The string "HERCULANO" appears in some lines of the entries that follow; copy each such line.

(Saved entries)
^^^^
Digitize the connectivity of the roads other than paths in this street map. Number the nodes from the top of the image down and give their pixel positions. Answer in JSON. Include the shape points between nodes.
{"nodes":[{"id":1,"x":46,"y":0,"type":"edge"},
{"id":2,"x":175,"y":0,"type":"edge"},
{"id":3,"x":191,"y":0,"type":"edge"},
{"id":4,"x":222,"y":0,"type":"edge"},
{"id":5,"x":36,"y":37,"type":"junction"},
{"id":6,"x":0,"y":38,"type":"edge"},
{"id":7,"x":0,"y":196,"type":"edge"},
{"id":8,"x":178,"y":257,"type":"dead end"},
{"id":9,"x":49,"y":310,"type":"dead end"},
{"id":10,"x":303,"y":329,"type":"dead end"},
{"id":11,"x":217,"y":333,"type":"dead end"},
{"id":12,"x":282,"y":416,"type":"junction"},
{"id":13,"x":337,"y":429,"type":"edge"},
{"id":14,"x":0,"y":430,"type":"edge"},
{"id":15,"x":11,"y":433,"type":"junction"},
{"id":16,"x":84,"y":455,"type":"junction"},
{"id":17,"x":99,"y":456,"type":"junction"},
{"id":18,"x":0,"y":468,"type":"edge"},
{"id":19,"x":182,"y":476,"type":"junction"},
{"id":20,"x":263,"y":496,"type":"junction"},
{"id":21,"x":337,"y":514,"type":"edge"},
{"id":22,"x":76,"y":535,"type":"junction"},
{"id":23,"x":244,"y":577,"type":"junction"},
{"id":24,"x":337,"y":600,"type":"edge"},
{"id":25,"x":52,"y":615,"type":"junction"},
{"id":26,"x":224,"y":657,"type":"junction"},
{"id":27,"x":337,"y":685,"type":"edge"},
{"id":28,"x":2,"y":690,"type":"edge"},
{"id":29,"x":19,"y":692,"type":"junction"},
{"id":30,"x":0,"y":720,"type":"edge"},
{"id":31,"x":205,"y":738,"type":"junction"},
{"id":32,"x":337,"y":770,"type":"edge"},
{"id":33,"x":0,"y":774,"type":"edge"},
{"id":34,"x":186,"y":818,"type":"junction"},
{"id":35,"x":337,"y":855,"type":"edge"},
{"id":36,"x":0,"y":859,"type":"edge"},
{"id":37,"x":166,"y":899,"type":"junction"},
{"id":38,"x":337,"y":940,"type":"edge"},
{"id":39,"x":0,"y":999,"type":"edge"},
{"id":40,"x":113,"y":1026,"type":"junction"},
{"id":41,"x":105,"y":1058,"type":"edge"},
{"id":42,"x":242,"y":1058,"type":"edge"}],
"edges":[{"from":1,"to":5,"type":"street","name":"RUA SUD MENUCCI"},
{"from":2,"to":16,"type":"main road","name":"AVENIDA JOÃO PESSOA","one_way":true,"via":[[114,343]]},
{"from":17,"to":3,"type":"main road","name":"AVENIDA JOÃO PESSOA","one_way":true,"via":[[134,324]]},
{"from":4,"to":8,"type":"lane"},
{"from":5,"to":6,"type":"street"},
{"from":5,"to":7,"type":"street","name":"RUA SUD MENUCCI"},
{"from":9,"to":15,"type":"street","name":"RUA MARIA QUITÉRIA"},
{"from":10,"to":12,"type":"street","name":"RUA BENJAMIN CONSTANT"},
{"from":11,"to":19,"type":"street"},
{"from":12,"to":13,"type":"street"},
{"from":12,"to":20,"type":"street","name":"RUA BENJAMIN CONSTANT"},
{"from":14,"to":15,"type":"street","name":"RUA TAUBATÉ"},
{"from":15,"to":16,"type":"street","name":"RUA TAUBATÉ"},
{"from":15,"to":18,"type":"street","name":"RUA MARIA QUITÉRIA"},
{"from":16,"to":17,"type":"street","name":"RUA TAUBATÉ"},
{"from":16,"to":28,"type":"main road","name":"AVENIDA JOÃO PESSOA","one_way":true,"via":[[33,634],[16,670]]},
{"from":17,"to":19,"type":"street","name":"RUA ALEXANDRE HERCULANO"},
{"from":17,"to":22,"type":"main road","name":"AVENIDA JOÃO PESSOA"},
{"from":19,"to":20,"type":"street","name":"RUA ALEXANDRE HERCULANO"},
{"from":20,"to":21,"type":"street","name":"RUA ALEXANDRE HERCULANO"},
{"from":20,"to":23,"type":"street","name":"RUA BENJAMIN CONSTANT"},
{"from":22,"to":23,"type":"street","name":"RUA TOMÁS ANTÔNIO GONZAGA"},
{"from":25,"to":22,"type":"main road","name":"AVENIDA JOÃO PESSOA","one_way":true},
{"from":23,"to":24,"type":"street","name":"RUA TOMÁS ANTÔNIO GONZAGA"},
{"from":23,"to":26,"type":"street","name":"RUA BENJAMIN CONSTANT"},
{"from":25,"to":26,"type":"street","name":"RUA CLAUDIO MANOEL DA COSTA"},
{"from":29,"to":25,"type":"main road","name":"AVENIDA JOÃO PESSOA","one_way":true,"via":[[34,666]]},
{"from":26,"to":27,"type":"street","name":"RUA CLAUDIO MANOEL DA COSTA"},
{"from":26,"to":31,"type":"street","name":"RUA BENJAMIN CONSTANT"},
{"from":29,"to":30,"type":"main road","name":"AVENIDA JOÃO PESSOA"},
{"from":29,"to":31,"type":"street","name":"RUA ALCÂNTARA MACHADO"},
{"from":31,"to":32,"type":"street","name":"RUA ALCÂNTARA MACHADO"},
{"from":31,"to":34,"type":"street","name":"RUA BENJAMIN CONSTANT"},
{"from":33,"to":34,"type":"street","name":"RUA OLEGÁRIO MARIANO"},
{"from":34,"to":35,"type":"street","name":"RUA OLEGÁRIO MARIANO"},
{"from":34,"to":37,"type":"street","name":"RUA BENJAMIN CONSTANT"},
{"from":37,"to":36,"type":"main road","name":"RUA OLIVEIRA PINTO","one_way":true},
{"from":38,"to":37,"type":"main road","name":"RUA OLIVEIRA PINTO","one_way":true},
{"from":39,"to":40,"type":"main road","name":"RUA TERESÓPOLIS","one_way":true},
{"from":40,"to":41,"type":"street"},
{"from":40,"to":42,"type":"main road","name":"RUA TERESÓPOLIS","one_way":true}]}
^^^^
### Output of the task
{"from":17,"to":19,"type":"street","name":"RUA ALEXANDRE HERCULANO"},
{"from":19,"to":20,"type":"street","name":"RUA ALEXANDRE HERCULANO"},
{"from":20,"to":21,"type":"street","name":"RUA ALEXANDRE HERCULANO"},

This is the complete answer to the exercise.